Достаю палец на шнурке, объясняю про волхвов.

Сигурд хмыкнул, своим головой махнул – они на десяток шагов отошли. Ну, и я Сухану также.

Сигурд смотрит ему вслед, губы жуёт, молчит, думает, переваривает. Они чего, там, в своих Норвегиях – зомбей не видывали?! Экое захолустье…

– What do you want to say me? We spend time. Aika menee nopeasti.

Оп-па… Удалось привлечь внимание собеседника. Остро-выраженное. Аж глазами вцепился! В лицо, в одежду… Взгляд мечется, ищет.

* * *

Я не знаю старо-норвежского. Ново-норвежский… это два языка. Один – локальный местный диалект, другой – датский. Норвегия долго была под властью датской короны, весь литературный, бюрократический – оттуда. Причём – позже. А пока, учитывая раздробленность популяции, изолированность поселений… сплошные узко-локальные вариации.

Мои познания в английском… а уж в оригинальном языке «Кентерберийских рассказов» или «Книги Судного дня»… Но у меня есть гипотеза, что Сигурд что-то в английском понимает. Хотя бы «музыку языка». Вся северная Англия говорит на норвежском. Так будет аж до начала 20 века и тотального прессинга масс-медиа.
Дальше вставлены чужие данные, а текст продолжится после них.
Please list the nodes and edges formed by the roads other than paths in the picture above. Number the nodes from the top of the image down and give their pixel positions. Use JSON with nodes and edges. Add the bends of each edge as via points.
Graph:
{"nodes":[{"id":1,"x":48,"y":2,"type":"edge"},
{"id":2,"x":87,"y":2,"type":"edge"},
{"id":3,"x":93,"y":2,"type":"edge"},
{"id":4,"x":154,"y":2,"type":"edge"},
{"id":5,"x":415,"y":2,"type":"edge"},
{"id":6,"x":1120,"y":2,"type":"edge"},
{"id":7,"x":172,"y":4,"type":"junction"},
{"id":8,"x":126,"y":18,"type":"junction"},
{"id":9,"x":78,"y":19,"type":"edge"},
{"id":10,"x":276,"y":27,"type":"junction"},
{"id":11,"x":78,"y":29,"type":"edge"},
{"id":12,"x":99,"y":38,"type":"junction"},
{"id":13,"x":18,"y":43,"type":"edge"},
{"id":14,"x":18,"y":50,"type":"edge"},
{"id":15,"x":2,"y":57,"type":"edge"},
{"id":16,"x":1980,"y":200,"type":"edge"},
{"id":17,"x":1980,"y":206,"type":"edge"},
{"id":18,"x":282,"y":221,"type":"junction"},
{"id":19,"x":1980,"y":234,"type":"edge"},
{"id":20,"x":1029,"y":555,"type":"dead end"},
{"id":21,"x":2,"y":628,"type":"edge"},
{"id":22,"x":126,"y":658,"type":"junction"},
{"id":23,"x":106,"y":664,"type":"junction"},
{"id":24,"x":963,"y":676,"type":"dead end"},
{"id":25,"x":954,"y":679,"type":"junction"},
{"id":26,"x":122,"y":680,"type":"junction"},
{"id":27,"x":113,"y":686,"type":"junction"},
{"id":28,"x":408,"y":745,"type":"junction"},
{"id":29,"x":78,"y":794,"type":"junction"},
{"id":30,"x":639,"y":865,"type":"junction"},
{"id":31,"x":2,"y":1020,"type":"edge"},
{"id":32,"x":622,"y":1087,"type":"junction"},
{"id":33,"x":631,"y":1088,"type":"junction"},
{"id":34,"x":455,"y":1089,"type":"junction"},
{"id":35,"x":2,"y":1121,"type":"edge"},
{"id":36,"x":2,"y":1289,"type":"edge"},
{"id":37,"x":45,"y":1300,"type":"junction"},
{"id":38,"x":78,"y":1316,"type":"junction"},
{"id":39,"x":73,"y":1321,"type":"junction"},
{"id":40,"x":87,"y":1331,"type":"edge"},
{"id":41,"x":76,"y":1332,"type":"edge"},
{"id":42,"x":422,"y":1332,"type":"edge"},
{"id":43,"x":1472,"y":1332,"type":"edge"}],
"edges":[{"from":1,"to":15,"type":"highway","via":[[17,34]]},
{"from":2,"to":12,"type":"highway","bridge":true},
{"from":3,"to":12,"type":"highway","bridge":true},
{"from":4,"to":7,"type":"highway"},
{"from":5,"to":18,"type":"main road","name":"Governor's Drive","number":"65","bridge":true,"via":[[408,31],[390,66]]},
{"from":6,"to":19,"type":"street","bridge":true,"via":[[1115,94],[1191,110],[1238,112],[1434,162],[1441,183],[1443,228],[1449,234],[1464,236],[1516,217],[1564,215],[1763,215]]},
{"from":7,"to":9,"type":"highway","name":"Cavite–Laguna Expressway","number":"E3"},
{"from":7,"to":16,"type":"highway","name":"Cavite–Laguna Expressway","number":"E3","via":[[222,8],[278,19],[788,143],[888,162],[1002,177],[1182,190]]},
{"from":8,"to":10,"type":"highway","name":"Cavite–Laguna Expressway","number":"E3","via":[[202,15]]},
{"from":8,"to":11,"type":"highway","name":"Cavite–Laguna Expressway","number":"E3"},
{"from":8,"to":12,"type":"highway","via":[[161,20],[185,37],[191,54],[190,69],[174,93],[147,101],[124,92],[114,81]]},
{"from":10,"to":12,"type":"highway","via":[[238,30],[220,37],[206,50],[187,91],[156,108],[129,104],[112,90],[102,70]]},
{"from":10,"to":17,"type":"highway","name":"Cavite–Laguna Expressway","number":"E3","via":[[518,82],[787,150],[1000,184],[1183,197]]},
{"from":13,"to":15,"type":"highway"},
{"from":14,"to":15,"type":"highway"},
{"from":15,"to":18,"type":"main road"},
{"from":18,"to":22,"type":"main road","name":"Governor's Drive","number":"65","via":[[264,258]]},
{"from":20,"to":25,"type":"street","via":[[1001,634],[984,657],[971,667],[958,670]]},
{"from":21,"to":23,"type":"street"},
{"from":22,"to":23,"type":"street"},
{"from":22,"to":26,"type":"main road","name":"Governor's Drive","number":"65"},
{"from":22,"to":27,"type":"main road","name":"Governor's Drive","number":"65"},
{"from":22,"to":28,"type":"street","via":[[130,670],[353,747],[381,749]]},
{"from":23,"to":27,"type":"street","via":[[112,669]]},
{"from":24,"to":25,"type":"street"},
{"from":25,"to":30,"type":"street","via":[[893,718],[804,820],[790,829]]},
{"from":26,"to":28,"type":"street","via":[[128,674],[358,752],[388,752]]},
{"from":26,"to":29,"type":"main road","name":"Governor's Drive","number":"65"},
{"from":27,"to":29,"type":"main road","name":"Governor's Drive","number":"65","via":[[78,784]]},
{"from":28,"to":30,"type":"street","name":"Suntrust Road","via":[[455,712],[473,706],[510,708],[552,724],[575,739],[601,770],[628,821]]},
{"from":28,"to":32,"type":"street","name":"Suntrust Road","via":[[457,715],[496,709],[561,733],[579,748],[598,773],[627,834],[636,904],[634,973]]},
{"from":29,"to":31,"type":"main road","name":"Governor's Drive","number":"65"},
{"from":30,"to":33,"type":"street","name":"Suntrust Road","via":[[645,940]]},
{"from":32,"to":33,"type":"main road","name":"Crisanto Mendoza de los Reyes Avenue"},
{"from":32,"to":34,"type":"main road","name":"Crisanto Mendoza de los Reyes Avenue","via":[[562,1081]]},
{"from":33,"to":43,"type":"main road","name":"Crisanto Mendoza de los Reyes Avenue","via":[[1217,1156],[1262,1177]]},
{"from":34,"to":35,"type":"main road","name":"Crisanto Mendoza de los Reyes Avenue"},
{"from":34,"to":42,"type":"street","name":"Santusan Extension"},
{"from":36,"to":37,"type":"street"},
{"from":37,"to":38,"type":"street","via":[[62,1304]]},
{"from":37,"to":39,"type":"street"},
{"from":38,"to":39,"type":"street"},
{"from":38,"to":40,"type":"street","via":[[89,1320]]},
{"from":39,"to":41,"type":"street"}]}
Сигурд – человек мир повидавший, в разных местах бывавший, с разными людьми общавшийся… Что-то где-то…

А вот последняя фраза, насчёт быстро проходящего времени – из финского. Из языка, которого ещё нет. Его сделают шведы для протестантской проповеди и запустят в народные массы для подданных Российской империи. Агрикола придумает алфавит для перевода на наречие туземцев «Нового Завета» в самом начале 17 века, литературный – Лённрот в середине 19 века. Собирая сказки карелов и расцвечивая их диалектизмами западных финских племён.

* * *

А вот ты, Сигурд, знаком с зачатками этой филологии? Достоверные сведения о Финляндии начинаются с крестового похода шведского короля Эрика Святого в 1157 г. Но шведские и датские поселения были там и раньше – ты мог с носителями и этого языка сталкиваться.

– Who… Who are you?

Ага, клюнуло! Зацепило.

Причём форма обращения – не thou, «ты», как к Господу Богу или простолюдину, а более аристократическое «Вы» – you, «много вас таких». Пока используется как форма обращения только к высшему или равному по званию. Потом-то… «настоящий англичанин говорит „Вы“ даже своей собаке».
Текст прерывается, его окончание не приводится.